Coopération entre collectivités - Le Sénat veut renforcer la mutualisation, avec l'aide du gouvernement
Alain Marleix, le secrétaire d'Etat aux Collectivités locales, a assuré les sénateurs de la volonté du gouvernement de développer la mutualisation des moyens des collectivités locales. Le projet de loi de réforme des collectivités apporte une plus grande sécurité juridique et étend les possibilités, a-t-il rappelé le 17 juin. La Haute Assemblée organisait ce jour-là un débat sur la mutualisation, outil que sa délégation aux collectivités territoriales et à la décentralisation définit comme "la mise en place, temporaire ou pérenne, d'une logistique commune à deux ou plusieurs personnes morales". Introduisant le débat, Alain Lambert, président de la délégation, a invité le secrétaire d'Etat à ne pas "abandonner" le Sénat dans "son combat" en faveur de la mutualisation, sous prétexte notamment qu'il faudrait être "prudent" au regard du droit communautaire.
L'appel du sénateur de l'Orne ne tient pas du hasard. Début février lors de la discussion en première lecture du projet de loi de réforme des collectivités, le rapporteur Jean-Patrick Courtois avait déposé un amendement prévoyant que les collectivités et leurs établissements "peuvent conclure entre eux des conventions de gestion de services publics communs ainsi que de leurs équipements". S'interrogeant sur la conformité du nouveau dispositif au droit communautaire, le ministre de l'Espace rural et de l'Aménagement du territoire, qui représentait le gouvernement, s'en était remis à la "sagesse" du Sénat, une manière pour lui de ne pas s'engager. Or, dans le rapport sur le thème de la mutualisation qu'elle a tout récemment rendu public, la délégation aux collectivités indique que le 5 mai dernier, lors d'un déplacement à Bruxelles de certains de ses membres, les services de la Commission européenne ont émis de "vives réserves" sur la validité juridique du dispositif voté.
Alain Lambert reste toutefois optimiste. Selon lui, le Traité de Lisbonne et les évolutions de la jurisprudence européenne offrent des perspectives nouvelles en matière de mutualisation. En particulier entre les communes et les intercommunalités où les marges de progrès sont considérables. Selon une enquête de l'Assemblée des communautés de France, seulement 39% des communautés déclarent en effet pratiquer la mutualisation.

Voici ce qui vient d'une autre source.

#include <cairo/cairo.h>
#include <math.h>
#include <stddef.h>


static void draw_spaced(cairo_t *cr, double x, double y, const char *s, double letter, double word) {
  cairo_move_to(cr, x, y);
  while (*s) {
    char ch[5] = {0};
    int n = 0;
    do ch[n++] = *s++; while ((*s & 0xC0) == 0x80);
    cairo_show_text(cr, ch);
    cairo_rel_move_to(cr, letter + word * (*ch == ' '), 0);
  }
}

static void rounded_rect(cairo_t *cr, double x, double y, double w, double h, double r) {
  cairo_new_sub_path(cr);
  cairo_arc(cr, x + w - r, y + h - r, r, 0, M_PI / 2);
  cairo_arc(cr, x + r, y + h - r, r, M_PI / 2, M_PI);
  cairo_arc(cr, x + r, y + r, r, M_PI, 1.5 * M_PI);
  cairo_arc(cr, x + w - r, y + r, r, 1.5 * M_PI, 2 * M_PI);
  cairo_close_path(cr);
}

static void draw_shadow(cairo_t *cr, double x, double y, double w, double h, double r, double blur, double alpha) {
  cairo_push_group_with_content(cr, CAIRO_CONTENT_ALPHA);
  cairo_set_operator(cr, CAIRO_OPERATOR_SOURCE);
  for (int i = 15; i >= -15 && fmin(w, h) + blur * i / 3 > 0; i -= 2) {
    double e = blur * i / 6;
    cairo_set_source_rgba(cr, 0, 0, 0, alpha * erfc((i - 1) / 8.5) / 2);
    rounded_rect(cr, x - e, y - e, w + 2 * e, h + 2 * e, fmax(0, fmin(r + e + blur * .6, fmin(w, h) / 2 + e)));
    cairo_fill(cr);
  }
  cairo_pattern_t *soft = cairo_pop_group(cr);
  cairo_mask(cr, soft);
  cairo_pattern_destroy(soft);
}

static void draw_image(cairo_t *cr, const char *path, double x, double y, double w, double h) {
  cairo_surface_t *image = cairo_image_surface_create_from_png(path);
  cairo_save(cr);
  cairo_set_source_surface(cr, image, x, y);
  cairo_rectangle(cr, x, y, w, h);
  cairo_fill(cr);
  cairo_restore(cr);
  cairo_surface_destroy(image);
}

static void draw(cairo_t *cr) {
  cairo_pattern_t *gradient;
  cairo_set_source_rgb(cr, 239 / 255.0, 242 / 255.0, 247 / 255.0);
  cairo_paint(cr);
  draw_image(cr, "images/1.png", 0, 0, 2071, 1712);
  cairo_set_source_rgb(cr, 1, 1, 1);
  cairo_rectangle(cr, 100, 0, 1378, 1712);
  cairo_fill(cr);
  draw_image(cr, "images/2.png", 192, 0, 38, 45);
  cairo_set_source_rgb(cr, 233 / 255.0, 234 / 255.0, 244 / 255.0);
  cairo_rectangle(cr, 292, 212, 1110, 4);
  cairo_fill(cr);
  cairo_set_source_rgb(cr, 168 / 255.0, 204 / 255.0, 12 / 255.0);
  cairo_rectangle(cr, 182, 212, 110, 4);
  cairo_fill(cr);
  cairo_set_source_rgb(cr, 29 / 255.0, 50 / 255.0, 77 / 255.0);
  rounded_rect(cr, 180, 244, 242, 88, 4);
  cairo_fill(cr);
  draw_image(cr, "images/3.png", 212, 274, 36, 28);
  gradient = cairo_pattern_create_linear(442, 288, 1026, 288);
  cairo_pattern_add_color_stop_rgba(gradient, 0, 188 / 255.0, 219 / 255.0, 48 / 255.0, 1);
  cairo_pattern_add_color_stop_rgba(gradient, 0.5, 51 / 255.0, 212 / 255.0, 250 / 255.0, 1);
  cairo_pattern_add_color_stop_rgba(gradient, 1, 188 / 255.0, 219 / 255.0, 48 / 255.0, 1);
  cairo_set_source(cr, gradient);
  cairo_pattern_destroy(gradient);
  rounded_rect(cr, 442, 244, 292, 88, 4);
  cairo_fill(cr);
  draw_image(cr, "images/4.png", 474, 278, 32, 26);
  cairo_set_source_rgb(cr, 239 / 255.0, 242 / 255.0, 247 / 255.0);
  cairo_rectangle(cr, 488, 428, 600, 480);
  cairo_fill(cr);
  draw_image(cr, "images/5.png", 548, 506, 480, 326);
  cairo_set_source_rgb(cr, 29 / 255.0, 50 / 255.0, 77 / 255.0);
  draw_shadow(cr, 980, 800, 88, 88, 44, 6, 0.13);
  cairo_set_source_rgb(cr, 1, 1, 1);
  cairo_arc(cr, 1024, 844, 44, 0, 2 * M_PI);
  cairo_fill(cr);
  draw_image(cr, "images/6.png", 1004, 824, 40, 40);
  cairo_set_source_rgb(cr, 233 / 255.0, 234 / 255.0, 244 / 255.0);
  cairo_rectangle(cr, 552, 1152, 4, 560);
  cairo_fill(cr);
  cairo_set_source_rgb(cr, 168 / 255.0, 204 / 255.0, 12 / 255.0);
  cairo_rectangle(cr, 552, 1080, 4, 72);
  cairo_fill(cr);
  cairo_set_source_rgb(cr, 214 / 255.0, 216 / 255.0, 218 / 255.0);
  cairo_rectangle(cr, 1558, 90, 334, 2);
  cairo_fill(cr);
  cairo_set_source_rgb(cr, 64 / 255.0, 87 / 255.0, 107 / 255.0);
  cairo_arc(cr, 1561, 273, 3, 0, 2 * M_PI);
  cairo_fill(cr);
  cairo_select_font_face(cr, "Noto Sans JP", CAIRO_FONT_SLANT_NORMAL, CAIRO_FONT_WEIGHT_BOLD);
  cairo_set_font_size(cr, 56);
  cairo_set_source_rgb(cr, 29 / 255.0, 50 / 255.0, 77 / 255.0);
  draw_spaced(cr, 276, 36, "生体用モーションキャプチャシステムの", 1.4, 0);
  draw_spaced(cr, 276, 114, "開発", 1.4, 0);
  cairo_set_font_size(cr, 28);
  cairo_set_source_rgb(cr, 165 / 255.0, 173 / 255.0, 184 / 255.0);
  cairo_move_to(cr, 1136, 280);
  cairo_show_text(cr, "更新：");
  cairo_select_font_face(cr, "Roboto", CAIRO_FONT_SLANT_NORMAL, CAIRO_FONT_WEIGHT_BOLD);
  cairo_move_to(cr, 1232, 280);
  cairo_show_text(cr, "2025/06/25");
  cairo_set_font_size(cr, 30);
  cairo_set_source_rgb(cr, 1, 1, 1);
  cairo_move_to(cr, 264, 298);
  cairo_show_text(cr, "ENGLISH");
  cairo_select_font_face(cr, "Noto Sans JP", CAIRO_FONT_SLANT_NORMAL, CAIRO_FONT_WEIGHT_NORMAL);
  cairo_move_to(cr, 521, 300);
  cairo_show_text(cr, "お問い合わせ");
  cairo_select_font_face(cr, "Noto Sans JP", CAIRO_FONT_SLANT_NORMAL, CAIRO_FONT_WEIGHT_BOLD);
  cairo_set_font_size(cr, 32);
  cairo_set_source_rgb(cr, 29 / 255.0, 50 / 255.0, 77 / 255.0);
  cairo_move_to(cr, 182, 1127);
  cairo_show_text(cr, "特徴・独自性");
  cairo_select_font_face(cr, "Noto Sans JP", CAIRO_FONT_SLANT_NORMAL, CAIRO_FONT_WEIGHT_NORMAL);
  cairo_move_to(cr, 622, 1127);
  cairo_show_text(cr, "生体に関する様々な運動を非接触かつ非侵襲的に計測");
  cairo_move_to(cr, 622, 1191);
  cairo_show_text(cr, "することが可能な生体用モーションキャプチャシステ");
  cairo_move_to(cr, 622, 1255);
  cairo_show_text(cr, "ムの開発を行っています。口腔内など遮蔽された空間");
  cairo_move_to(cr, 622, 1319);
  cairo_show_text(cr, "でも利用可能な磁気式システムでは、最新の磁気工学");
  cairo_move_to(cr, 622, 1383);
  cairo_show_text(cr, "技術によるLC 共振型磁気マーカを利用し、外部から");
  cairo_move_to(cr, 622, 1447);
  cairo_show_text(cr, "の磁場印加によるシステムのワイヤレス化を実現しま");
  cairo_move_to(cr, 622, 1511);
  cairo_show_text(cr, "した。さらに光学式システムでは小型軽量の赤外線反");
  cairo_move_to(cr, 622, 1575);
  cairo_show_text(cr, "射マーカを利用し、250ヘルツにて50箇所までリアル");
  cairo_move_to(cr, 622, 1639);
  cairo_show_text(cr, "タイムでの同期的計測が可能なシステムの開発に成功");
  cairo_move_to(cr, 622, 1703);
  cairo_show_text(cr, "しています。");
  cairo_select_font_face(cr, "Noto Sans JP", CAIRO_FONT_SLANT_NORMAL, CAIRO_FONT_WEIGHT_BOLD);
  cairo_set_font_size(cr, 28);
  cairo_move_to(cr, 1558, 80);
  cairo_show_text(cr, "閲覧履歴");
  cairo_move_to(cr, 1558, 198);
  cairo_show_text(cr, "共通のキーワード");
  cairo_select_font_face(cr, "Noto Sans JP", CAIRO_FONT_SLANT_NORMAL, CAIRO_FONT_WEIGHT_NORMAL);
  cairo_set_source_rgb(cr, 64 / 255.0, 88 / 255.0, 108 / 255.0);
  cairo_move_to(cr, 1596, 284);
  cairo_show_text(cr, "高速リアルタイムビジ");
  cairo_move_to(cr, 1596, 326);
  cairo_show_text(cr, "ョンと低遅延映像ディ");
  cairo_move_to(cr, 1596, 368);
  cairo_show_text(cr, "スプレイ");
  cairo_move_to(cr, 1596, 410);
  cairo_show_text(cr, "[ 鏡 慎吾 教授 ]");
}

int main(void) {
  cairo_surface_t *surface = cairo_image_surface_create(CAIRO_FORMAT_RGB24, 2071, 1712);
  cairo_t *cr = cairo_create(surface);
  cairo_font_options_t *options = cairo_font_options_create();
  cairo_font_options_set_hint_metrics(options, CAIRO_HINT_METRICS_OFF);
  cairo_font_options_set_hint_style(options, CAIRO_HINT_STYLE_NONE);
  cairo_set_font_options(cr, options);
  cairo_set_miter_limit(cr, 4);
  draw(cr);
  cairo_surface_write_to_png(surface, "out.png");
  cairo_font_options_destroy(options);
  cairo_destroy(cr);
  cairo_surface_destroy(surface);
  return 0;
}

Mais pour réussir celle-ci au niveau local, il faut se défier de toute "approche purement comptable", préviennent Jacques Mézard et Yves Détraigne dans leur contribution au rapport de la délégation aux collectivités. La finalité de la mutualisation "n'est pas, en soi, de générer des économies", écrivent-ils à l'attention de ceux qui seraient tentés par ce moyen de baisser les coûts sans dégrader la qualité du service public. Certes, les économies peuvent être au rendez-vous. Mais, en tout cas à l'échelle intercommunale, la mutualisation a "d'abord" vocation à "dégager les marges de manoeuvre pour améliorer des prestations, pour en mettre en place, voire pour continuer à assurer celles qui seraient menacées par une évolution défavorable des finances publiques locales".
Pour renforcer la mutualisation, la délégation sénatoriale propose de moduler les dotations de l'Etat aux collectivités en fonction du niveau de mutualisation atteint localement. Procéder ainsi, "ce serait désigner les bons et les mauvais élèves, en refusant la diversité de situation et l'autonomie de décision !", s'est élevée Marie-France Beaufils (groupe communiste) le 17 juin, en ajoutant que "ce serait une prime à la réduction des services publics, au nom des économies".
Au sujet de la mutualisation entre les départements, que le gouvernement veut encourager, plusieurs sénateurs - certains de l'opposition, d'autres apparentés à la majorité - ont fait remarquer que celle-ci ne suffira pas à régler les difficultés financières des intéressés.